The EADS-CASA C-295 sits on the ­tarmac at Iqaluit, Nunavut prior to flight demonstrations.

This translates to an important advantage – extensive operational experience. The C-295 has already cut its teeth performing missions around the world. It is in service, or has been ordered, by seven countries, and it’s “sister” machines (CASA’s C-235 and C-212) are used by dozens of countries – hundreds have rolled off the assembly lines. As well, the C-235, sharing the same fuselage as the C-295, passed rigorous Arctic trials in Resolute Bay. But, as Sefzig points out, the Spanish and Polish air forces have tested their C-295s in perhaps the most rigorous environment of all. “It is combat-proven, it has seen action in Afghanistan and Iraq.” CASA’s chief test pilot, Eduardo Cuadrado (who clocked over 1500 flight hours in the aircraft, taking it to Asia, Africa, North and South America), says “the 295 excels in low altitude ­parachute extraction, regularly winning international contests. Having personally performed low-level drops in extreme hot gusts, and having trained Polish pilots now flying the 295 in Iraq, experience shows it’s a superb low altitude performer in all terrains.”

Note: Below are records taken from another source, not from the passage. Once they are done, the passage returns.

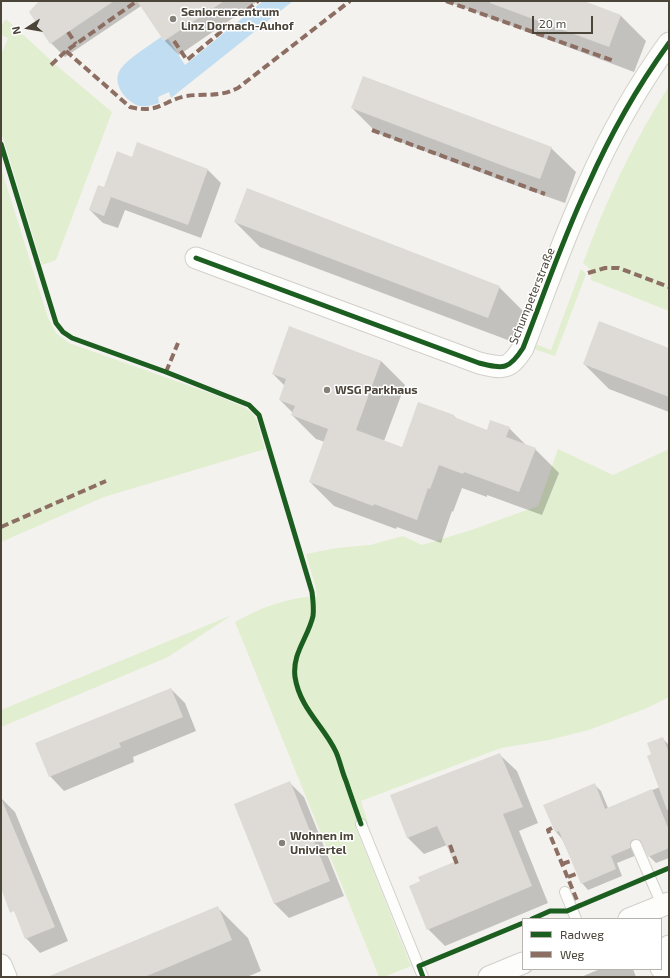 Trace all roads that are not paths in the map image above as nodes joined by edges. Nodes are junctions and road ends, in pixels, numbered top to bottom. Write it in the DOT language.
graph roads {
  1 [pos="669,43"];
  2 [pos="196,258"];
  3 [pos="361,824"];
  4 [pos="636,845"];
  5 [pos="565,892"];
  6 [pos="667,904"];
  7 [pos="576,918"];
  8 [pos="632,918"];
  9 [pos="669,946"];
  10 [pos="522,963"];
  11 [pos="1,965"];
  12 [pos="662,965"];
  13 [pos="6,977"];
  14 [pos="423,977"];
  15 [pos="489,977"];
  1 -- 2 [label="street, Schumpeterstraße"];
  3 -- 14 [label="lane"];
  4 -- 6 [label="lane"];
  5 -- 7 [label="lane"];
  6 -- 8 [label="street"];
  9 -- 12 [label="street"];
  10 -- 15 [label="street"];
  11 -- 13 [label="street"];
} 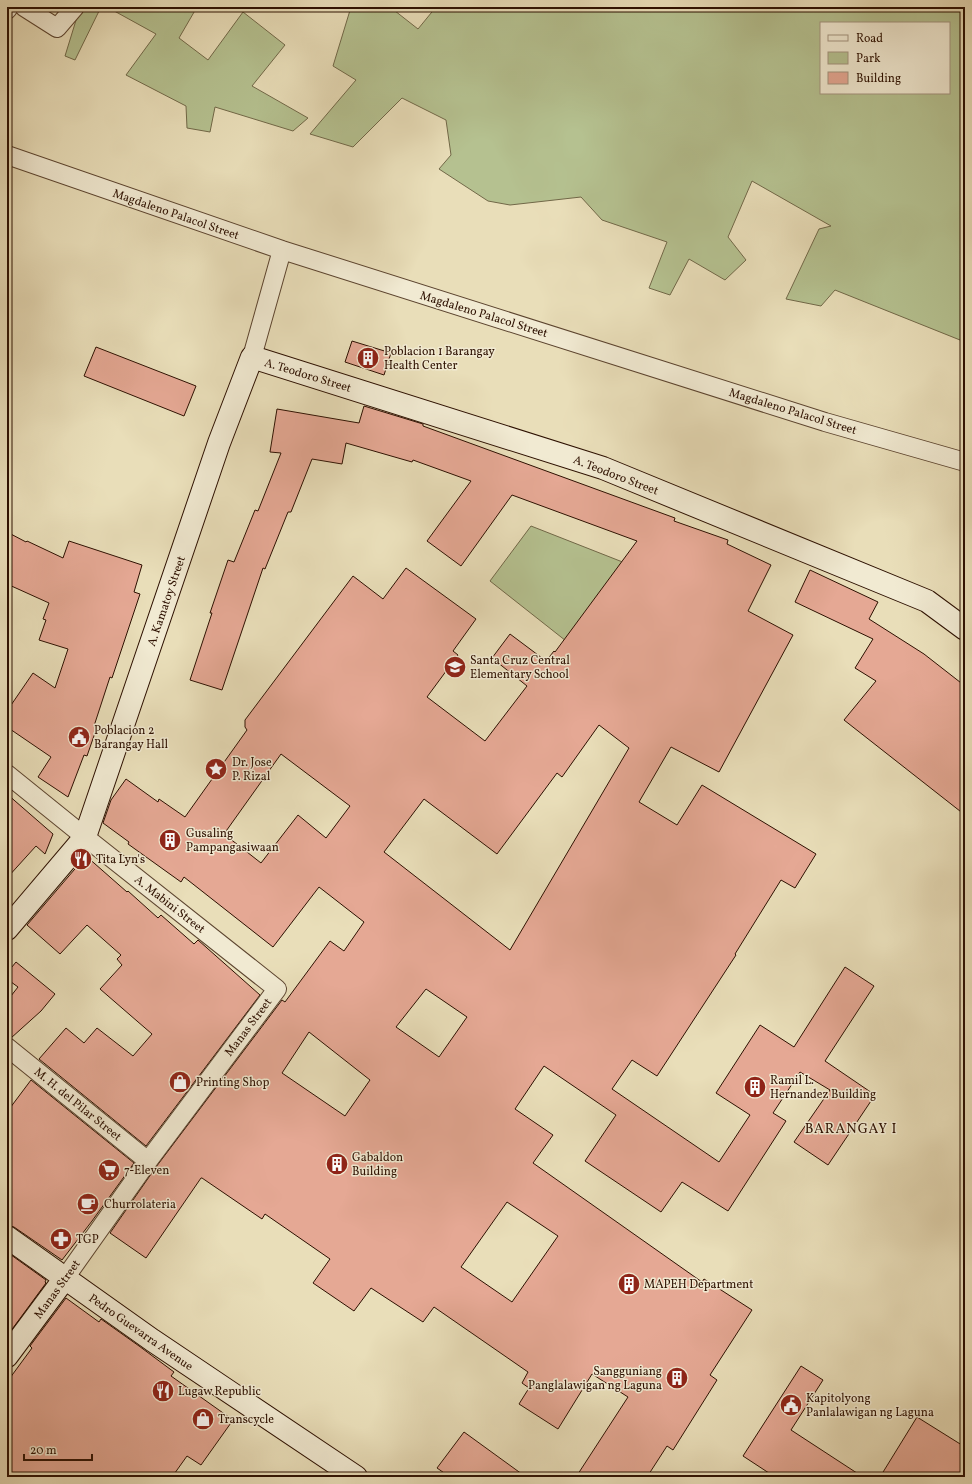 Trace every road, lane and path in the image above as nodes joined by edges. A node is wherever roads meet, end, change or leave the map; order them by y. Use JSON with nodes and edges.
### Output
{"nodes":[{"id":1,"x":9,"y":7,"type":"edge"},
{"id":2,"x":24,"y":7,"type":"edge"},
{"id":3,"x":74,"y":7,"type":"edge"},
{"id":4,"x":7,"y":10,"type":"edge"},
{"id":5,"x":7,"y":155,"type":"edge"},
{"id":6,"x":282,"y":250,"type":"junction"},
{"id":7,"x":252,"y":358,"type":"junction"},
{"id":8,"x":965,"y":462,"type":"edge"},
{"id":9,"x":965,"y":629,"type":"edge"},
{"id":10,"x":7,"y":774,"type":"edge"},
{"id":11,"x":85,"y":837,"type":"junction"},
{"id":12,"x":7,"y":929,"type":"edge"},
{"id":13,"x":277,"y":989,"type":"joint"},
{"id":14,"x":7,"y":1047,"type":"edge"},
{"id":15,"x":148,"y":1161,"type":"junction"},
{"id":16,"x":7,"y":1237,"type":"edge"},
{"id":17,"x":65,"y":1278,"type":"junction"},
{"id":18,"x":7,"y":1356,"type":"edge"},
{"id":19,"x":356,"y":1477,"type":"edge"}],
"edges":[{"from":1,"to":4,"type":"street"},
{"from":2,"to":3,"type":"street"},
{"from":5,"to":6,"type":"street","name":"Magdaleno Palacol Street"},
{"from":6,"to":7,"type":"street","name":"A. Kamatoy Street"},
{"from":6,"to":8,"type":"street","name":"Magdaleno Palacol Street"},
{"from":7,"to":9,"type":"street","name":"A. Teodoro Street"},
{"from":7,"to":11,"type":"street","name":"A. Kamatoy Street"},
{"from":10,"to":11,"type":"street","name":"A. Mabini Street"},
{"from":11,"to":12,"type":"street","name":"A. Kamatoy Street"},
{"from":11,"to":13,"type":"street","name":"A. Mabini Street"},
{"from":13,"to":15,"type":"street","name":"Manas Street"},
{"from":14,"to":15,"type":"street","name":"M. H. del Pilar Street"},
{"from":15,"to":17,"type":"street","name":"Manas Street"},
{"from":16,"to":17,"type":"street","name":"Pedro Guevarra Avenue"},
{"from":17,"to":18,"type":"street","name":"Manas Street"},
{"from":17,"to":19,"type":"street","name":"Pedro Guevarra Avenue"}]}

The C-295 can maintain low loiter speeds which pleases the SAR Techs, as they prefer to jump at the lowest speeds possible (as previously detailed in FrontLine 2004, issue #3). “It’s a very stable aircraft,” Sefzig ­continues proudly. “It has excellent low-flying and slow-flying characteristics… and low and slow is what you spend a lot of time doing in search and rescue.”

And in the mountains of western Canada he says the aircraft will really shine, with it’s comparatively light airframe and powerful engines giving it the kind of agility that the Canadian Rockies demand. Cuadrado confirms that the manoeverability of the C-295, between 3g and –1g, “allows for extreme tight turns in mountains when I flew in the Chilean Andens, the Swiss and Austrian Alps, Iceland, and recently, the Canadian Rockies.”

Thinking Outside the Box
Many argue that the real solution to improving northern and maritime SAR coverage is to put the aircraft and crews closer to potential crash or disaster sites.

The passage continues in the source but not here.